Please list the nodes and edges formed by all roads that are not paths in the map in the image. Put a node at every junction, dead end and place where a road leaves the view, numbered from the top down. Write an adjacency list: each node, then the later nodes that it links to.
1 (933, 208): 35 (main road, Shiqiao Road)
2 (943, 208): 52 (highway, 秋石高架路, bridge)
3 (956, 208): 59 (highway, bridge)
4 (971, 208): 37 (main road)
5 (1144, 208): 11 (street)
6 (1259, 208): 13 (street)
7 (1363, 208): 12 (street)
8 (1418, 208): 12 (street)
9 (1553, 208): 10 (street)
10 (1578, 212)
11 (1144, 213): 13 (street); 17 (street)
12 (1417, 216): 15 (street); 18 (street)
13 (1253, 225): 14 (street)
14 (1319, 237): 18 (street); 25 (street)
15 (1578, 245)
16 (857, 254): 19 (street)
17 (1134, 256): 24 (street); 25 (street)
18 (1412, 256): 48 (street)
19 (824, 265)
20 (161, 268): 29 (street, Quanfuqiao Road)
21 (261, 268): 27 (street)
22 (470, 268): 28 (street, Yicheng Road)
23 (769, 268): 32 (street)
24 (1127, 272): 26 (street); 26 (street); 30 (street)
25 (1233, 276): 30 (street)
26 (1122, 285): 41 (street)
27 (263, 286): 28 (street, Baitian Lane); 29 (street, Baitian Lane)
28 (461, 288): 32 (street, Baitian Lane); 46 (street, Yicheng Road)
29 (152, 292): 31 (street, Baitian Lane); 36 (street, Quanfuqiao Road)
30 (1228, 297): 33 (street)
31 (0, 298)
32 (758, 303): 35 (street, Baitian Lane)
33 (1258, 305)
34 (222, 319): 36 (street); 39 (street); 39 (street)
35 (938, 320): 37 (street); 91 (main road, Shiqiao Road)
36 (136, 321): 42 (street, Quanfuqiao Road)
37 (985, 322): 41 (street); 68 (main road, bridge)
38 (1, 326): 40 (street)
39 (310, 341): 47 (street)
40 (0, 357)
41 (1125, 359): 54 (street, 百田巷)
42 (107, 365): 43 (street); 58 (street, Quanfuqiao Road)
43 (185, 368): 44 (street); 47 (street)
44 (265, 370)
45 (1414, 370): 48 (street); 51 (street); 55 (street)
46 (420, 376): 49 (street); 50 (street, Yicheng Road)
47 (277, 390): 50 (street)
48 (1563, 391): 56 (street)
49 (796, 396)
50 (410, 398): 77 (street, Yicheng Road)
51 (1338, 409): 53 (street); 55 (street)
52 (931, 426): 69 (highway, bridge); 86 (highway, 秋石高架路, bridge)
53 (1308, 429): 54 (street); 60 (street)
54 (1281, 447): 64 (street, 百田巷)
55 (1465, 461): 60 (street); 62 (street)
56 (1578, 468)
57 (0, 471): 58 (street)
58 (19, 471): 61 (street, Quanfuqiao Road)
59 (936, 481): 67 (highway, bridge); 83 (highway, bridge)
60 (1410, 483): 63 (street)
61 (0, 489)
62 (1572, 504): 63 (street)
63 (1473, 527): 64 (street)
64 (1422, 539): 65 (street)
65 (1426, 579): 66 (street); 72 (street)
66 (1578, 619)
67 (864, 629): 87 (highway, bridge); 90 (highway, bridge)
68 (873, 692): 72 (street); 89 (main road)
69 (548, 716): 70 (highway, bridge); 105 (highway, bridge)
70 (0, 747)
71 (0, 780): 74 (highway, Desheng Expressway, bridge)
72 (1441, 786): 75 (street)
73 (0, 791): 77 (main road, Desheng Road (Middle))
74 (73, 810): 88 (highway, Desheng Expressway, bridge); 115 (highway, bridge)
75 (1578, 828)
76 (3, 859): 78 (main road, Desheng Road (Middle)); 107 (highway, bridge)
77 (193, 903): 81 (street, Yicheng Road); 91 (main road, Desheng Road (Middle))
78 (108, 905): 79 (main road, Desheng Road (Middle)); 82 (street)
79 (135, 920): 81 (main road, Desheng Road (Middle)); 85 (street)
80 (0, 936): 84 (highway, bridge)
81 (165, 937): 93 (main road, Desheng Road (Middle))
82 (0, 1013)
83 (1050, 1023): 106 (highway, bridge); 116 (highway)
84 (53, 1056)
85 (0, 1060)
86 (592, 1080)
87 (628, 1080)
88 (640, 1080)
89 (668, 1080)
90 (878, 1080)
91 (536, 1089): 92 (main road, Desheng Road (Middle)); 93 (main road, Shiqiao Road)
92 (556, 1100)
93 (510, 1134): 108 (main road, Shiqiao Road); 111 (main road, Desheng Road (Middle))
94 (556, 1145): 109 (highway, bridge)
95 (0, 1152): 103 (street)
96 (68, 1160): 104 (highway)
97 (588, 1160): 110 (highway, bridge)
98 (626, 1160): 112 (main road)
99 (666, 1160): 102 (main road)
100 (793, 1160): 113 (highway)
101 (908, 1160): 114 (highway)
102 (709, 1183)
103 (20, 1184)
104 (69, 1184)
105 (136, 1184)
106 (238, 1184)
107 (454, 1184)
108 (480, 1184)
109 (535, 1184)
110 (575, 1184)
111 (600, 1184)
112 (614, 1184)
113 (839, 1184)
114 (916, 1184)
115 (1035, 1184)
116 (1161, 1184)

_____

§ **THE TASK**
Output the records again in full. Keep every character as written.

§ **EXERCISE RESPONSE**
Please list the nodes and edges formed by all roads that are not paths in the map in the image. Put a node at every junction, dead end and place where a road leaves the view, numbered from the top down. Write an adjacency list: each node, then the later nodes that it links to.
1 (933, 208): 35 (main road, Shiqiao Road)
2 (943, 208): 52 (highway, 秋石高架路, bridge)
3 (956, 208): 59 (highway, bridge)
4 (971, 208): 37 (main road)
5 (1144, 208): 11 (street)
6 (1259, 208): 13 (street)
7 (1363, 208): 12 (street)
8 (1418, 208): 12 (street)
9 (1553, 208): 10 (street)
10 (1578, 212)
11 (1144, 213): 13 (street); 17 (street)
12 (1417, 216): 15 (street); 18 (street)
13 (1253, 225): 14 (street)
14 (1319, 237): 18 (street); 25 (street)
15 (1578, 245)
16 (857, 254): 19 (street)
17 (1134, 256): 24 (street); 25 (street)
18 (1412, 256): 48 (street)
19 (824, 265)
20 (161, 268): 29 (street, Quanfuqiao Road)
21 (261, 268): 27 (street)
22 (470, 268): 28 (street, Yicheng Road)
23 (769, 268): 32 (street)
24 (1127, 272): 26 (street); 26 (street); 30 (street)
25 (1233, 276): 30 (street)
26 (1122, 285): 41 (street)
27 (263, 286): 28 (street, Baitian Lane); 29 (street, Baitian Lane)
28 (461, 288): 32 (street, Baitian Lane); 46 (street, Yicheng Road)
29 (152, 292): 31 (street, Baitian Lane); 36 (street, Quanfuqiao Road)
30 (1228, 297): 33 (street)
31 (0, 298)
32 (758, 303): 35 (street, Baitian Lane)
33 (1258, 305)
34 (222, 319): 36 (street); 39 (street); 39 (street)
35 (938, 320): 37 (street); 91 (main road, Shiqiao Road)
36 (136, 321): 42 (street, Quanfuqiao Road)
37 (985, 322): 41 (street); 68 (main road, bridge)
38 (1, 326): 40 (street)
39 (310, 341): 47 (street)
40 (0, 357)
41 (1125, 359): 54 (street, 百田巷)
42 (107, 365): 43 (street); 58 (street, Quanfuqiao Road)
43 (185, 368): 44 (street); 47 (street)
44 (265, 370)
45 (1414, 370): 48 (street); 51 (street); 55 (street)
46 (420, 376): 49 (street); 50 (street, Yicheng Road)
47 (277, 390): 50 (street)
48 (1563, 391): 56 (street)
49 (796, 396)
50 (410, 398): 77 (street, Yicheng Road)
51 (1338, 409): 53 (street); 55 (street)
52 (931, 426): 69 (highway, bridge); 86 (highway, 秋石高架路, bridge)
53 (1308, 429): 54 (street); 60 (street)
54 (1281, 447): 64 (street, 百田巷)
55 (1465, 461): 60 (street); 62 (street)
56 (1578, 468)
57 (0, 471): 58 (street)
58 (19, 471): 61 (street, Quanfuqiao Road)
59 (936, 481): 67 (highway, bridge); 83 (highway, bridge)
60 (1410, 483): 63 (street)
61 (0, 489)
62 (1572, 504): 63 (street)
63 (1473, 527): 64 (street)
64 (1422, 539): 65 (street)
65 (1426, 579): 66 (street); 72 (street)
66 (1578, 619)
67 (864, 629): 87 (highway, bridge); 90 (highway, bridge)
68 (873, 692): 72 (street); 89 (main road)
69 (548, 716): 70 (highway, bridge); 105 (highway, bridge)
70 (0, 747)
71 (0, 780): 74 (highway, Desheng Expressway, bridge)
72 (1441, 786): 75 (street)
73 (0, 791): 77 (main road, Desheng Road (Middle))
74 (73, 810): 88 (highway, Desheng Expressway, bridge); 115 (highway, bridge)
75 (1578, 828)
76 (3, 859): 78 (main road, Desheng Road (Middle)); 107 (highway, bridge)
77 (193, 903): 81 (street, Yicheng Road); 91 (main road, Desheng Road (Middle))
78 (108, 905): 79 (main road, Desheng Road (Middle)); 82 (street)
79 (135, 920): 81 (main road, Desheng Road (Middle)); 85 (street)
80 (0, 936): 84 (highway, bridge)
81 (165, 937): 93 (main road, Desheng Road (Middle))
82 (0, 1013)
83 (1050, 1023): 106 (highway, bridge); 116 (highway)
84 (53, 1056)
85 (0, 1060)
86 (592, 1080)
87 (628, 1080)
88 (640, 1080)
89 (668, 1080)
90 (878, 1080)
91 (536, 1089): 92 (main road, Desheng Road (Middle)); 93 (main road, Shiqiao Road)
92 (556, 1100)
93 (510, 1134): 108 (main road, Shiqiao Road); 111 (main road, Desheng Road (Middle))
94 (556, 1145): 109 (highway, bridge)
95 (0, 1152): 103 (street)
96 (68, 1160): 104 (highway)
97 (588, 1160): 110 (highway, bridge)
98 (626, 1160): 112 (main road)
99 (666, 1160): 102 (main road)
100 (793, 1160): 113 (highway)
101 (908, 1160): 114 (highway)
102 (709, 1183)
103 (20, 1184)
104 (69, 1184)
105 (136, 1184)
106 (238, 1184)
107 (454, 1184)
108 (480, 1184)
109 (535, 1184)
110 (575, 1184)
111 (600, 1184)
112 (614, 1184)
113 (839, 1184)
114 (916, 1184)
115 (1035, 1184)
116 (1161, 1184)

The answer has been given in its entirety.